START Input data

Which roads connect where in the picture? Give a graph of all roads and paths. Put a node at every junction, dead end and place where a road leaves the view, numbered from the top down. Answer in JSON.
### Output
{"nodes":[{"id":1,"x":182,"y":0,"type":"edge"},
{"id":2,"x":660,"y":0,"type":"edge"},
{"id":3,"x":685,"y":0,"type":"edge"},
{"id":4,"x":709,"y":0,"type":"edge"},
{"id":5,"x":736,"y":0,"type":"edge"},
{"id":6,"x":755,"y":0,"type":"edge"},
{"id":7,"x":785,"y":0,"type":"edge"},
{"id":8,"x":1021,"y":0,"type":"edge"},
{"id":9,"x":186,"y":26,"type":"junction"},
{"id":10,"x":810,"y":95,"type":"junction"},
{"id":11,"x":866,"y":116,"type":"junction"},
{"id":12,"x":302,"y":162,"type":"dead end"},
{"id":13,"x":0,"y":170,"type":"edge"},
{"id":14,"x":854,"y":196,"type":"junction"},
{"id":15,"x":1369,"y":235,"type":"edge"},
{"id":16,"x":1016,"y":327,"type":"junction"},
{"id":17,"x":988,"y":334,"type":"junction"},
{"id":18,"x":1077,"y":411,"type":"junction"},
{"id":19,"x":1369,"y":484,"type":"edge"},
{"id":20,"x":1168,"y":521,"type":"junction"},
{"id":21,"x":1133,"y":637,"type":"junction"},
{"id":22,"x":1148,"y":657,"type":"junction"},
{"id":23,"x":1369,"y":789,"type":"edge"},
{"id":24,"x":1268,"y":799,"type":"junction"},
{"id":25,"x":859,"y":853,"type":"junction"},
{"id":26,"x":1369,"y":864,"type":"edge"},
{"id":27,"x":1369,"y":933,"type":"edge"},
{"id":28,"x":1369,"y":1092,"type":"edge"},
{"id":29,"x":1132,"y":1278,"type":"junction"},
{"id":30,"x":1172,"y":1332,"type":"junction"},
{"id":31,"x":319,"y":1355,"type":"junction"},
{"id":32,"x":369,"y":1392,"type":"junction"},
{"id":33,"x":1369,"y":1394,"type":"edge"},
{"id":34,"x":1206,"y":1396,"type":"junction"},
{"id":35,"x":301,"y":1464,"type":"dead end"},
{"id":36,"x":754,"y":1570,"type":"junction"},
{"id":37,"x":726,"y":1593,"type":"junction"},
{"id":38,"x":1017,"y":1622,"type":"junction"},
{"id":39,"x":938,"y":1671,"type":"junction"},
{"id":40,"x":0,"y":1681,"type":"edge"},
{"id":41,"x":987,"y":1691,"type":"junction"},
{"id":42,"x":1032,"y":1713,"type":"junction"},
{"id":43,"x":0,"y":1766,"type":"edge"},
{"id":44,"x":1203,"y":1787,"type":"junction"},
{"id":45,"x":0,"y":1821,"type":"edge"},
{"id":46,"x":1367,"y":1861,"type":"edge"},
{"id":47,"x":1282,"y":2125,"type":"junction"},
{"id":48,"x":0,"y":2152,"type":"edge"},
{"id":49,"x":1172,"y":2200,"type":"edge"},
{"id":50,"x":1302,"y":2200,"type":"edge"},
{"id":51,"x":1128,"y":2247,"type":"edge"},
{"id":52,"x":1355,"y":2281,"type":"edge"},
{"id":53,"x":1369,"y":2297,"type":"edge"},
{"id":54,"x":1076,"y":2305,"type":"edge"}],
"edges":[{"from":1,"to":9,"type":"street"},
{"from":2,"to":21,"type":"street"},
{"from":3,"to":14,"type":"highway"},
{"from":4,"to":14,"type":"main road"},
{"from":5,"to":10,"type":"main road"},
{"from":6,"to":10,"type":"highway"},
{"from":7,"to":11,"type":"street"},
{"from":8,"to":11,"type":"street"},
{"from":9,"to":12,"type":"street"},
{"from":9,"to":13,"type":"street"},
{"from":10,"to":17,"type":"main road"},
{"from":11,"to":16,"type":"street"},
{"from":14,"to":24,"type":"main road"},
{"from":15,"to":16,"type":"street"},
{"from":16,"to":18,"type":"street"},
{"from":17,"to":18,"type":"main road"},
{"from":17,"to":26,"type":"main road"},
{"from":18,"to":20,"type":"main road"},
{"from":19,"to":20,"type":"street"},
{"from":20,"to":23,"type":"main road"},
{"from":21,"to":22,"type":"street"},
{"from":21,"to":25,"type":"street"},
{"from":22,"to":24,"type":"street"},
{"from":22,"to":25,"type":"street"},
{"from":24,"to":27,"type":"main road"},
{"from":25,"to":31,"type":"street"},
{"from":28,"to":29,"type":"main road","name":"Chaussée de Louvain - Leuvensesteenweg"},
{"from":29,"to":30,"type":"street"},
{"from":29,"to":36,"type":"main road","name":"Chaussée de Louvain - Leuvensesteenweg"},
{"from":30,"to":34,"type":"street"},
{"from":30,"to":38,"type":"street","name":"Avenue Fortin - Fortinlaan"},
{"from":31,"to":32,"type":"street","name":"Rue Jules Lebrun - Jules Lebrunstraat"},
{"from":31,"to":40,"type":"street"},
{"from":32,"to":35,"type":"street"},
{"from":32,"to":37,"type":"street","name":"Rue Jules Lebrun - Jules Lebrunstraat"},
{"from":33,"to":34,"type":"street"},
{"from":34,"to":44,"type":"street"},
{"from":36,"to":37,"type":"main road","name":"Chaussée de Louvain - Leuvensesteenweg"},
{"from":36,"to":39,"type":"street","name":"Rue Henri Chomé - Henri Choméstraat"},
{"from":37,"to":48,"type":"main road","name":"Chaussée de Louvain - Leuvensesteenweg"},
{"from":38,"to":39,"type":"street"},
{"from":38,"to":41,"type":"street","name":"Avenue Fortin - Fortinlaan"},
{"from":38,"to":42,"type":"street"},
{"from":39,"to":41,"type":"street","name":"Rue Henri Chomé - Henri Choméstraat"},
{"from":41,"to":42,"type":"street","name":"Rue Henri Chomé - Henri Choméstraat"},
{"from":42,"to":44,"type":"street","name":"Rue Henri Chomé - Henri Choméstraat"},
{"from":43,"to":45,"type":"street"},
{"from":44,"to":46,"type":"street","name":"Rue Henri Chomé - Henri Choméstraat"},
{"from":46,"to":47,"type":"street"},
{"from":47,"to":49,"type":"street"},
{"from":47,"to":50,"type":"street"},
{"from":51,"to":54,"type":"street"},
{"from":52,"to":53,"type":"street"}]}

END Input data

What the task requires: Your answer should consist of every record, printed exactly as given.

The answer:
Which roads connect where in the picture? Give a graph of all roads and paths. Put a node at every junction, dead end and place where a road leaves the view, numbered from the top down. Answer in JSON.
### Output
{"nodes":[{"id":1,"x":182,"y":0,"type":"edge"},
{"id":2,"x":660,"y":0,"type":"edge"},
{"id":3,"x":685,"y":0,"type":"edge"},
{"id":4,"x":709,"y":0,"type":"edge"},
{"id":5,"x":736,"y":0,"type":"edge"},
{"id":6,"x":755,"y":0,"type":"edge"},
{"id":7,"x":785,"y":0,"type":"edge"},
{"id":8,"x":1021,"y":0,"type":"edge"},
{"id":9,"x":186,"y":26,"type":"junction"},
{"id":10,"x":810,"y":95,"type":"junction"},
{"id":11,"x":866,"y":116,"type":"junction"},
{"id":12,"x":302,"y":162,"type":"dead end"},
{"id":13,"x":0,"y":170,"type":"edge"},
{"id":14,"x":854,"y":196,"type":"junction"},
{"id":15,"x":1369,"y":235,"type":"edge"},
{"id":16,"x":1016,"y":327,"type":"junction"},
{"id":17,"x":988,"y":334,"type":"junction"},
{"id":18,"x":1077,"y":411,"type":"junction"},
{"id":19,"x":1369,"y":484,"type":"edge"},
{"id":20,"x":1168,"y":521,"type":"junction"},
{"id":21,"x":1133,"y":637,"type":"junction"},
{"id":22,"x":1148,"y":657,"type":"junction"},
{"id":23,"x":1369,"y":789,"type":"edge"},
{"id":24,"x":1268,"y":799,"type":"junction"},
{"id":25,"x":859,"y":853,"type":"junction"},
{"id":26,"x":1369,"y":864,"type":"edge"},
{"id":27,"x":1369,"y":933,"type":"edge"},
{"id":28,"x":1369,"y":1092,"type":"edge"},
{"id":29,"x":1132,"y":1278,"type":"junction"},
{"id":30,"x":1172,"y":1332,"type":"junction"},
{"id":31,"x":319,"y":1355,"type":"junction"},
{"id":32,"x":369,"y":1392,"type":"junction"},
{"id":33,"x":1369,"y":1394,"type":"edge"},
{"id":34,"x":1206,"y":1396,"type":"junction"},
{"id":35,"x":301,"y":1464,"type":"dead end"},
{"id":36,"x":754,"y":1570,"type":"junction"},
{"id":37,"x":726,"y":1593,"type":"junction"},
{"id":38,"x":1017,"y":1622,"type":"junction"},
{"id":39,"x":938,"y":1671,"type":"junction"},
{"id":40,"x":0,"y":1681,"type":"edge"},
{"id":41,"x":987,"y":1691,"type":"junction"},
{"id":42,"x":1032,"y":1713,"type":"junction"},
{"id":43,"x":0,"y":1766,"type":"edge"},
{"id":44,"x":1203,"y":1787,"type":"junction"},
{"id":45,"x":0,"y":1821,"type":"edge"},
{"id":46,"x":1367,"y":1861,"type":"edge"},
{"id":47,"x":1282,"y":2125,"type":"junction"},
{"id":48,"x":0,"y":2152,"type":"edge"},
{"id":49,"x":1172,"y":2200,"type":"edge"},
{"id":50,"x":1302,"y":2200,"type":"edge"},
{"id":51,"x":1128,"y":2247,"type":"edge"},
{"id":52,"x":1355,"y":2281,"type":"edge"},
{"id":53,"x":1369,"y":2297,"type":"edge"},
{"id":54,"x":1076,"y":2305,"type":"edge"}],
"edges":[{"from":1,"to":9,"type":"street"},
{"from":2,"to":21,"type":"street"},
{"from":3,"to":14,"type":"highway"},
{"from":4,"to":14,"type":"main road"},
{"from":5,"to":10,"type":"main road"},
{"from":6,"to":10,"type":"highway"},
{"from":7,"to":11,"type":"street"},
{"from":8,"to":11,"type":"street"},
{"from":9,"to":12,"type":"street"},
{"from":9,"to":13,"type":"street"},
{"from":10,"to":17,"type":"main road"},
{"from":11,"to":16,"type":"street"},
{"from":14,"to":24,"type":"main road"},
{"from":15,"to":16,"type":"street"},
{"from":16,"to":18,"type":"street"},
{"from":17,"to":18,"type":"main road"},
{"from":17,"to":26,"type":"main road"},
{"from":18,"to":20,"type":"main road"},
{"from":19,"to":20,"type":"street"},
{"from":20,"to":23,"type":"main road"},
{"from":21,"to":22,"type":"street"},
{"from":21,"to":25,"type":"street"},
{"from":22,"to":24,"type":"street"},
{"from":22,"to":25,"type":"street"},
{"from":24,"to":27,"type":"main road"},
{"from":25,"to":31,"type":"street"},
{"from":28,"to":29,"type":"main road","name":"Chaussée de Louvain - Leuvensesteenweg"},
{"from":29,"to":30,"type":"street"},
{"from":29,"to":36,"type":"main road","name":"Chaussée de Louvain - Leuvensesteenweg"},
{"from":30,"to":34,"type":"street"},
{"from":30,"to":38,"type":"street","name":"Avenue Fortin - Fortinlaan"},
{"from":31,"to":32,"type":"street","name":"Rue Jules Lebrun - Jules Lebrunstraat"},
{"from":31,"to":40,"type":"street"},
{"from":32,"to":35,"type":"street"},
{"from":32,"to":37,"type":"street","name":"Rue Jules Lebrun - Jules Lebrunstraat"},
{"from":33,"to":34,"type":"street"},
{"from":34,"to":44,"type":"street"},
{"from":36,"to":37,"type":"main road","name":"Chaussée de Louvain - Leuvensesteenweg"},
{"from":36,"to":39,"type":"street","name":"Rue Henri Chomé - Henri Choméstraat"},
{"from":37,"to":48,"type":"main road","name":"Chaussée de Louvain - Leuvensesteenweg"},
{"from":38,"to":39,"type":"street"},
{"from":38,"to":41,"type":"street","name":"Avenue Fortin - Fortinlaan"},
{"from":38,"to":42,"type":"street"},
{"from":39,"to":41,"type":"street","name":"Rue Henri Chomé - Henri Choméstraat"},
{"from":41,"to":42,"type":"street","name":"Rue Henri Chomé - Henri Choméstraat"},
{"from":42,"to":44,"type":"street","name":"Rue Henri Chomé - Henri Choméstraat"},
{"from":43,"to":45,"type":"street"},
{"from":44,"to":46,"type":"street","name":"Rue Henri Chomé - Henri Choméstraat"},
{"from":46,"to":47,"type":"street"},
{"from":47,"to":49,"type":"street"},
{"from":47,"to":50,"type":"street"},
{"from":51,"to":54,"type":"street"},
{"from":52,"to":53,"type":"street"}]}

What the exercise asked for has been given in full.